In [1]:
from sklearn.datasets import load_iris
iris = load_iris()

In [8]:
X = iris.data
y = iris.target

In [4]:
from sklearn.neighbors import KNeighborsClassifier
model = KNeighborsClassifier(n_neighbors=1) 

In [5]:
# train the model, and use it to predict labels for data we already know
model.fit(X, y) 
y_model = model.predict(X) 

In [6]:
#we compute the fraction of correctly labeled points:
from sklearn.metrics import accuracy_score
accuracy_score(y, y_model)

1.0

this approach contains a fundamental flaw: it trains and evaluates the model on the same data. Furthermore, the nearest neighbor model is an instance-based estimator that simply stores the training data, and predicts labels by comparing new data to these stored points; except in contrived cases, it will get 100% accuracy every time!


THE RIGHT WAY

In [11]:
#Holdout sets
from sklearn.model_selection import train_test_split
# split the data with 50% in each set
X1, X2, y1, y2 = train_test_split(X, y, random_state=0,
                                  train_size=0.5)
# fit the model on one set of data
model.fit(X1, y1)
# evaluate the model on the second set of data
y2_model = model.predict(X2) 
accuracy_score(y2, y2_model)



0.9066666666666666

One disadvantage of using a holdout set for model validation is that we have lost a portion
of our data to the model training. In the previous case, half the dataset does not contribute
to the training of the model! This is not optimal, and can cause problems—especially if the 
initial set of training data is small.

In [None]:
#############Model validation via cross-validation##############

One way to address this is to use cross-validation—that is, to do a sequence of fits
where each subset of the data is used both as a training set and as a validation set. 

In [12]:
y2_model = model.fit(X1, y1).predict(X2)
y1_model = model.fit(X2, y2).predict(X1)
accuracy_score(y1, y1_model), accuracy_score(y2, y2_model)

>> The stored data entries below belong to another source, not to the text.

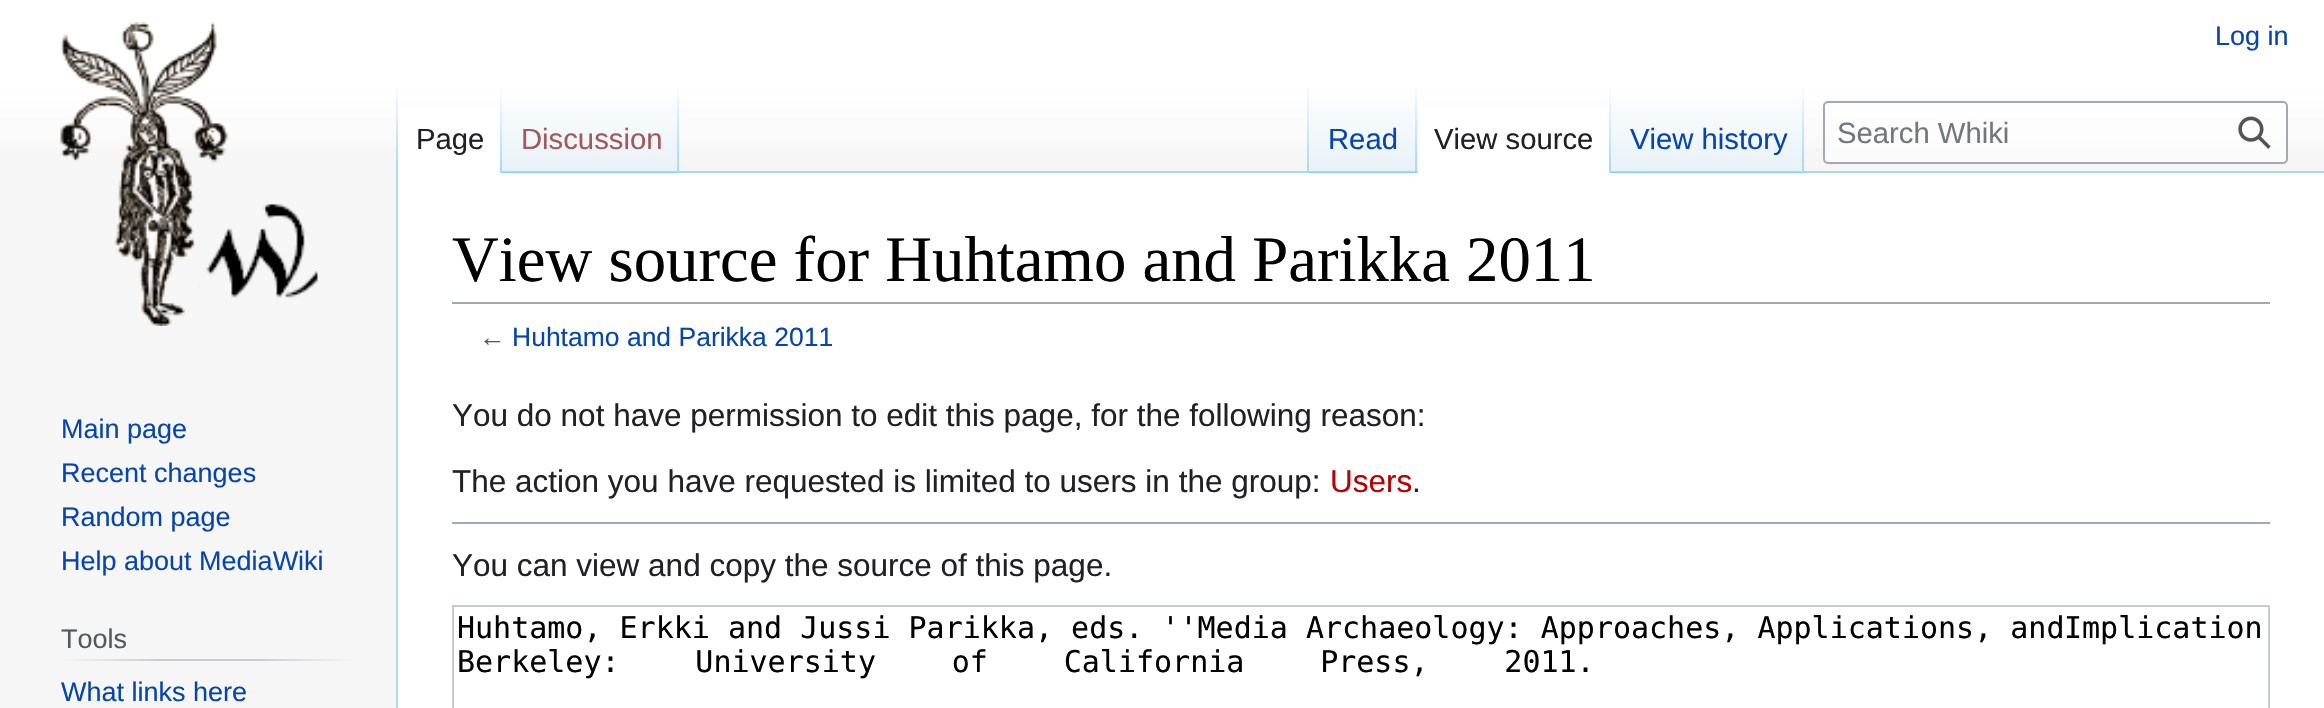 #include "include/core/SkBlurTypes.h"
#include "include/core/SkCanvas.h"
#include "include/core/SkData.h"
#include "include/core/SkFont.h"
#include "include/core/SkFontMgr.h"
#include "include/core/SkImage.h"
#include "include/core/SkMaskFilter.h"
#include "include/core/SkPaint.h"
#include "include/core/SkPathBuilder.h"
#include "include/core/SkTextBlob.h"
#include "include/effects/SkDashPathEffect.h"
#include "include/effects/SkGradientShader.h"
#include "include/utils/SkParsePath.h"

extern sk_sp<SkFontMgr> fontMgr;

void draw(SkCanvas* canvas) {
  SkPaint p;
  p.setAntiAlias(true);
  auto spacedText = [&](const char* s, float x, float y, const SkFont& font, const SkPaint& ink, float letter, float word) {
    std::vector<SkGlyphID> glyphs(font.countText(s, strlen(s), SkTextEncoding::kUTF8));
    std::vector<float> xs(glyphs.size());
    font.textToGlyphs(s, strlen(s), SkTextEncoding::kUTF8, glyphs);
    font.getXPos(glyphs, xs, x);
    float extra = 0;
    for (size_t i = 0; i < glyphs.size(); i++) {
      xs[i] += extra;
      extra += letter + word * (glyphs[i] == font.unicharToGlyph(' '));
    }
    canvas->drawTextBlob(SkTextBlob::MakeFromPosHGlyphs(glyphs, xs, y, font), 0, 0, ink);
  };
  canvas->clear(SkColorSetRGB(246, 246, 246));
  {
    const SkColor colors[] = {SK_ColorWHITE, SkColorSetRGB(246, 246, 246)};
    const float stops[] = {0.5f, 1};
    const SkPoint ends[] = {{1162, -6.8f}, {1162, 173}};
    p.setShader(SkGradientShader::MakeLinear(ends, colors, stops, 2, SkTileMode::kClamp));
    p.setAlpha(255);
  }
  canvas->drawRect(SkRect::MakeLTRB(0, 0, 2324, 148), p);
  p.setShader(nullptr);
  p.setColor(SkColorSetRGB(167, 215, 249));
  canvas->drawRect(SkRect::MakeLTRB(396, 171, 398, 708), p);
  {
    const SkColor colors[] = {SkColorSetARGB(0, 167, 215, 249), SkColorSetRGB(167, 215, 249)};
    const float stops[] = {0, 1};
    const SkPoint ends[] = {{397, 83}, {397, 173}};
    p.setShader(SkGradientShader::MakeLinear(ends, colors, stops, 2, SkTileMode::kClamp));
    p.setAlpha(255);
  }
  canvas->drawRect(SkRect::MakeLTRB(396, 83, 398, 173), p);
  p.setShader(nullptr);
  p.setColor(SK_ColorWHITE);
  canvas->drawRect(SkRect::MakeLTRB(398, 108, 500, 173), p);
  {
    const SkColor colors[] = {SK_ColorWHITE, SkColorSetRGB(167, 215, 249)};
    const float stops[] = {0, 1};
    const SkPoint ends[] = {{501, 83}, {501, 173}};
    p.setShader(SkGradientShader::MakeLinear(ends, colors, stops, 2, SkTileMode::kClamp));
    p.setAlpha(255);
  }
  canvas->drawRect(SkRect::MakeLTRB(500, 83, 502, 173), p);
  {
    const SkColor colors[] = {SkColorSetRGB(119, 193, 246), SkColorSetRGB(232, 242, 248), SK_ColorWHITE};
    const float stops[] = {0, 0.03f, 1};
    const SkPoint ends[] = {{591, 173}, {591, 83}};
    p.setShader(SkGradientShader::MakeLinear(ends, colors, stops, 3, SkTileMode::kClamp));
    p.setAlpha(255);
  }
  canvas->drawRect(SkRect::MakeLTRB(502, 96, 680, 173), p);
  {
    const SkColor colors[] = {SkColorSetARGB(0, 167, 215, 249), SkColorSetRGB(167, 215, 249)};
    const float stops[] = {0, 1};
    const SkPoint ends[] = {{678, 83}, {678, 173}};
    p.setShader(SkGradientShader::MakeLinear(ends, colors, stops, 2, SkTileMode::kClamp));
    p.setAlpha(255);
  }
  canvas->drawRect(SkRect::MakeLTRB(677, 83, 679, 173), p);
  p.setShader(nullptr);
  p.setColor(SkColorSetRGB(167, 215, 249));
  canvas->drawRect(SkRect::MakeLTRB(680, 171, 2324, 173), p);
  {
    const SkColor colors[] = {SkColorSetARGB(0, 167, 215, 249), SkColorSetRGB(167, 215, 249)};
    const float stops[] = {0, 1};
    const SkPoint ends[] = {{1308, 83}, {1308, 173}};
    p.setShader(SkGradientShader::MakeLinear(ends, colors, stops, 2, SkTileMode::kClamp));
    p.setAlpha(255);
  }
  canvas->drawRect(SkRect::MakeLTRB(1307, 83, 1309, 173), p);
  {
    const SkColor colors[] = {SkColorSetRGB(119, 193, 246), SkColorSetRGB(232, 242, 248), SK_ColorWHITE};
    const float stops[] = {0, 0.03f, 1};
    const SkPoint ends[] = {{1364, 173}, {1364, 83}};
    p.setShader(SkGradientShader::MakeLinear(ends, colors, stops, 3, SkTileMode::kClamp));
    p.setAlpha(255);
  }
  canvas->drawRect(SkRect::MakeLTRB(1310, 96, 1418, 173), p);
  {
    const SkColor colors[] = {SkColorSetARGB(0, 167, 215, 249), SkColorSetRGB(167, 215, 249)};
    const float stops[] = {0, 1};
    const SkPoint ends[] = {{1416, 83}, {1416, 173}};
    p.setShader(SkGradientShader::MakeLinear(ends, colors, stops, 2, SkTileMode::kClamp));
    p.setAlpha(255);
  }
  canvas->drawRect(SkRect::MakeLTRB(1415, 83, 1417, 173), p);
  p.setShader(nullptr);
  p.setColor(SK_ColorWHITE);
  canvas->drawRect(SkRect::MakeLTRB(1418, 108, 1609, 173), p);
  {
    const SkColor colors[] = {SK_ColorWHITE, SkColorSetRGB(167, 215, 249)};
    const float stops[] = {0, 1};
    const SkPoint ends[] = {{1610, 83}, {1610, 173}};
    p.setShader(SkGradientShader::MakeLinear(ends, colors, stops, 2, SkTileMode::kClamp));
    p.setAlpha(255);
  }
  canvas->drawRect(SkRect::MakeLTRB(1609, 83, 1611, 173), p);
  {
    const SkColor colors[] = {SkColorSetRGB(119, 193, 246), SkColorSetRGB(232, 242, 248), SK_ColorWHITE};
    const float stops[] = {0, 0.03f, 1};
    const SkPoint ends[] = {{1708, 173}, {1708, 83}};
    p.setShader(SkGradientShader::MakeLinear(ends, colors, stops, 3, SkTileMode::kClamp));
    p.setAlpha(255);
  }
  canvas->drawRect(SkRect::MakeLTRB(1611, 96, 1805, 173), p);
  {
    const SkColor colors[] = {SkColorSetARGB(0, 167, 215, 249), SkColorSetRGB(167, 215, 249)};
    const float stops[] = {0, 1};
    const SkPoint ends[] = {{1803, 83}, {1803, 173}};
    p.setShader(SkGradientShader::MakeLinear(ends, colors, stops, 2, SkTileMode::kClamp));
    p.setAlpha(255);
  }
  canvas->drawRect(SkRect::MakeLTRB(1802, 83, 1804, 173), p);
  p.setShader(nullptr);
  p.setColor(SkColorSetARGB(128, 255, 255, 255));
  canvas->drawRoundRect(SkRect::MakeLTRB(1824, 102, 2287, 163), 4, 4, p);
  p.setStyle(SkPaint::kStroke_Style);
  p.setStrokeWidth(2);
  p.setColor(SkColorSetRGB(162, 169, 177));
  canvas->drawRoundRect(SkRect::MakeLTRB(1824, 102, 2287, 163), 4, 4, p);
  canvas->drawImageRect(SkImages::DeferredFromEncodedData(SkData::MakeFromFileName("images/1.png")), SkRect::MakeLTRB(2238, 116, 2271, 149), SkSamplingOptions());
  canvas->drawImageRect(SkImages::DeferredFromEncodedData(SkData::MakeFromFileName("images/2.png")), SkRect::MakeLTRB(60, 22, 318, 326), SkSamplingOptions());
  p.setStyle(SkPaint::kFill_Style);
  {
    const SkColor colors[] = {SkColorSetRGB(246, 246, 246), SkColorSetRGB(200, 204, 209), SkColorSetRGB(200, 204, 209), SkColorSetRGB(246, 246, 246)};
    const float stops[] = {0, 0.33f, 0.66f, 1};
    const SkPoint ends[] = {{61, 660}, {356, 660}};
    p.setShader(SkGradientShader::MakeLinear(ends, colors, stops, 4, SkTileMode::kClamp));
    p.setAlpha(255);
  }
  canvas->drawRect(SkRect::MakeLTRB(61, 659, 356, 661), p);
  p.setShader(nullptr);
  p.setColor(SK_ColorWHITE);
  canvas->drawRect(SkRect::MakeLTRB(398, 173, 2324, 708), p);
  p.setColor(SkColorSetRGB(162, 169, 177));
  canvas->drawRect(SkRect::MakeLTRB(452, 302, 2270, 304), p);
  canvas->drawRect(SkRect::MakeLTRB(452, 522, 2270, 524), p);
  p.setStyle(SkPaint::kStroke_Style);
  p.setColor(SkColorSetRGB(200, 204, 209));
  canvas->drawRect(SkRect::MakeLTRB(453, 606, 2269, 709), p);
  SkFont font1(fontMgr->matchFamilyStyle("Liberation Sans", SkFontStyle::Normal()), 27);
  font1.setSubpixel(true);
  p.setStyle(SkPaint::kFill_Style);
  p.setColor(SkColorSetRGB(6, 69, 173));
  canvas->drawString("Log in", 2215, 45, font1, p);
  SkFont font2(fontMgr->matchFamilyStyle("Liberation Sans", SkFontStyle::Normal()), 29.25f);
  font2.setSubpixel(true);
  p.setColor(SkColorSetRGB(32, 33, 34));
  canvas->drawString("Page", 416, 149, font2, p);
  p.setColor(SkColorSetRGB(165, 88, 88));
  canvas->drawString("Discussion", 521, 149, font2, p);
  p.setColor(SkColorSetRGB(6, 69, 173));
  canvas->drawString("Read", 1328, 149, font2, p);
  p.setColor(SkColorSetRGB(32, 33, 34));
  canvas->drawString("View source", 1434, 149, font2, p);
  p.setColor(SkColorSetRGB(6, 69, 173));
  canvas->drawString("View history", 1630, 149, font2, p);
  p.setColor(SkColorSetRGB(114, 119, 125));
  canvas->drawString("Search Whiki", 1837, 143, font2, p);
  p.setColor(SkColorSetRGB(6, 69, 173));
  canvas->drawString("Main page", 61, 438, font1, p);
  canvas->drawString("Recent changes", 61, 482, font1, p);
  canvas->drawString("Random page", 61, 526, font1, p);
  canvas->drawString("Help about MediaWiki", 61, 570, font1, p);
  p.setColor(SkColorSetRGB(84, 89, 93));
  canvas->drawString("Tools", 61, 648, font1, p);
  p.setColor(SkColorSetRGB(6, 69, 173));
  canvas->drawString("What links here", 61, 701, font1, p);
  SkFont font3(fontMgr->matchFamilyStyle("Liberation Serif", SkFontStyle::Normal()), 64.75f);
  font3.setSubpixel(true);
  p.setColor(SK_ColorBLACK);
  canvas->drawString("View source for Huhtamo and Parikka 2011", 452, 281, font3, p);
  SkFont font4(fontMgr->matchFamilyStyle("Liberation Sans", SkFontStyle::Normal()), 26.5f);
  font4.setSubpixel(true);
  p.setColor(SkColorSetRGB(84, 89, 93));
  canvas->drawString("←", 479, 346, font4, p);
  p.setColor(SkColorSetRGB(6, 69, 173));
  canvas->drawString("Huhtamo and Parikka 2011", 512, 346, font4, p);
  SkFont font5(fontMgr->matchFamilyStyle("Liberation Sans", SkFontStyle::Normal()), 31.5f);
  font5.setSubpixel(true);
  p.setColor(SkColorSetRGB(32, 33, 34));
  canvas->drawString("You do not have permission to edit this page, for the following reason:", 452, 426, font5, p);
  canvas->drawString("The action you have requested is limited to users in the group:", 452, 492, font5, p);
  p.setColor(SkColorSetRGB(186, 0, 0));
  canvas->drawString("Users", 1330, 492, font5, p);
  p.setColor(SkColorSetRGB(32, 33, 34));
  canvas->drawString(".", 1412, 492, font5, p);
  canvas->drawString("You can view and copy the source of this page.", 452, 576, font5, p);
  SkFont font6(fontMgr->matchFamilyStyle("DejaVu Sans Mono", SkFontStyle::Normal()), 30);
  font6.setSubpixel(true);
  p.setColor(SK_ColorBLACK);
  canvas->drawString("Huhtamo, Erkki and Jussi Parikka, eds. ''Media Archaeology: Approaches, Applications, and", 457, 638, font6, p);
  canvas->drawString("Implication", 2064, 638, font6, p);
  spacedText("Berkeley: University of California Press, 2011.", 457, 672, font6, p, 0, 57.75f);
}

(0.96, 0.9066666666666666)

In [None]:
#################split the model into 5 subsets

In [14]:
from sklearn.model_selection import cross_val_score
cross_val_score(model, X, y, cv=5)

array([0.96666667, 0.96666667, 0.93333333, 0.93333333, 1.        ])

In [24]:
#LeaveOneOut
from sklearn.model_selection import LeaveOneOut
from sklearn.model_selection import cross_val_score
scores = cross_val_score(model, X, y, cv=LeaveOneOut(len(X)))
scores


TypeError: __init__() takes 1 positional argument but 2 were given

Because we have 150 samples, the leave-one-out cross-validation yields scores for 150 trials,
and the score indicates either successful (1.0) or unsuccessful (0.0) prediction. Taking the
mean of these gives an estimate of the error rate